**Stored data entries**
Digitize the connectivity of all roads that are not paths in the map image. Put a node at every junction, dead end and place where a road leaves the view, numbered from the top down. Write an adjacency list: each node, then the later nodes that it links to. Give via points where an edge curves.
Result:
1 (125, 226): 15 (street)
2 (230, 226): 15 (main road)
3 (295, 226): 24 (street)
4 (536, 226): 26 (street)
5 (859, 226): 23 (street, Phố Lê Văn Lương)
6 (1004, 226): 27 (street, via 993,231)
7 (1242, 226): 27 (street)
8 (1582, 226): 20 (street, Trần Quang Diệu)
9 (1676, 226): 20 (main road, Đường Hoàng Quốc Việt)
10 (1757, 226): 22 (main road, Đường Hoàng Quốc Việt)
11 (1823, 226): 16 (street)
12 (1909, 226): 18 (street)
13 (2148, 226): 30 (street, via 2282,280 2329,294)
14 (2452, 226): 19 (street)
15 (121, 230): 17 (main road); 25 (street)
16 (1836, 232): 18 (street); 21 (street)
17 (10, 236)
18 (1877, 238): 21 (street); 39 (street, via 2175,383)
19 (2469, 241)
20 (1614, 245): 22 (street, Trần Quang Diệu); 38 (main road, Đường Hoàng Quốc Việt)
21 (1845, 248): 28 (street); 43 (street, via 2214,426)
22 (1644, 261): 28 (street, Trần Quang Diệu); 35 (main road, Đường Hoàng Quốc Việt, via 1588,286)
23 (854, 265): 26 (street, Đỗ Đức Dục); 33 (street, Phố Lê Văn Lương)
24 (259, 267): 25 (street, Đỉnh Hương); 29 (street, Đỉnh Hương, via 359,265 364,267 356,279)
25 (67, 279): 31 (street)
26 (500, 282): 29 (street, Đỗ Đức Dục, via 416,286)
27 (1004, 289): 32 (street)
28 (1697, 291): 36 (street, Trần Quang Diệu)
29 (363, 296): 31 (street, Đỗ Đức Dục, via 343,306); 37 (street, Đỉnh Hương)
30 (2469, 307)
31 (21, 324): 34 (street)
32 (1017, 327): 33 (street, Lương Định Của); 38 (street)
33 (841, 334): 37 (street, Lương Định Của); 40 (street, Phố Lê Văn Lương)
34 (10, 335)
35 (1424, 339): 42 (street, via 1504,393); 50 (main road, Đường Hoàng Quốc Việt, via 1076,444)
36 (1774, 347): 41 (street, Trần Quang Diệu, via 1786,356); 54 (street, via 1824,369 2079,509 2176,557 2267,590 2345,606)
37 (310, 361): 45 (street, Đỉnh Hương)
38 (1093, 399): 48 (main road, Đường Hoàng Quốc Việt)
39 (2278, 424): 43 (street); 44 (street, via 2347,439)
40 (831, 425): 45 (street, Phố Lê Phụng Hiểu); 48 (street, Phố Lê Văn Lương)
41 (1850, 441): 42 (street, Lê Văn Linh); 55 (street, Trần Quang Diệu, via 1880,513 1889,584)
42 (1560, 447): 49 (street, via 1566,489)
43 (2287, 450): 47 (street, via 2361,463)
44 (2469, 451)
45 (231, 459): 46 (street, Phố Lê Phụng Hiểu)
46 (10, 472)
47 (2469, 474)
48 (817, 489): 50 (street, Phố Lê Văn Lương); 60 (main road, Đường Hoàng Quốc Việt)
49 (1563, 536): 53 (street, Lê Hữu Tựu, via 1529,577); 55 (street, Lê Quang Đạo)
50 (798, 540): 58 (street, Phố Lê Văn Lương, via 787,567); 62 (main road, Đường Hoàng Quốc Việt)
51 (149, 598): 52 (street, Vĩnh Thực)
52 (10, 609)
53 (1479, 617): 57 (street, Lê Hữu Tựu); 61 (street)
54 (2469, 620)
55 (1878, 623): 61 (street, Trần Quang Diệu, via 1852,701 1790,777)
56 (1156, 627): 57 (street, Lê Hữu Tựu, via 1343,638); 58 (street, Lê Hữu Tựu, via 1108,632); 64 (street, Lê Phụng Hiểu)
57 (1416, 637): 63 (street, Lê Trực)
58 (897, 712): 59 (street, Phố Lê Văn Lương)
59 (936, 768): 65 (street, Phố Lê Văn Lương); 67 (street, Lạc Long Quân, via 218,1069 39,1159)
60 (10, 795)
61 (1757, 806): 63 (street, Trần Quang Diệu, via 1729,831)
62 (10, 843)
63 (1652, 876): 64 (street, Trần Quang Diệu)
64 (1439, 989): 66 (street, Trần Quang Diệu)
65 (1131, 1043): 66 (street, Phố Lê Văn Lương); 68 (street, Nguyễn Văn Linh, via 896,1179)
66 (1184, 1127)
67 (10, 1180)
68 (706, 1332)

**What is required**
The answer must consist of each line from the entries that contains the string "Phụng".

**Solved exercise**
40 (831, 425): 45 (street, Phố Lê Phụng Hiểu); 48 (street, Phố Lê Văn Lương)
45 (231, 459): 46 (street, Phố Lê Phụng Hiểu)
56 (1156, 627): 57 (street, Lê Hữu Tựu, via 1343,638); 58 (street, Lê Hữu Tựu, via 1108,632); 64 (street, Lê Phụng Hiểu)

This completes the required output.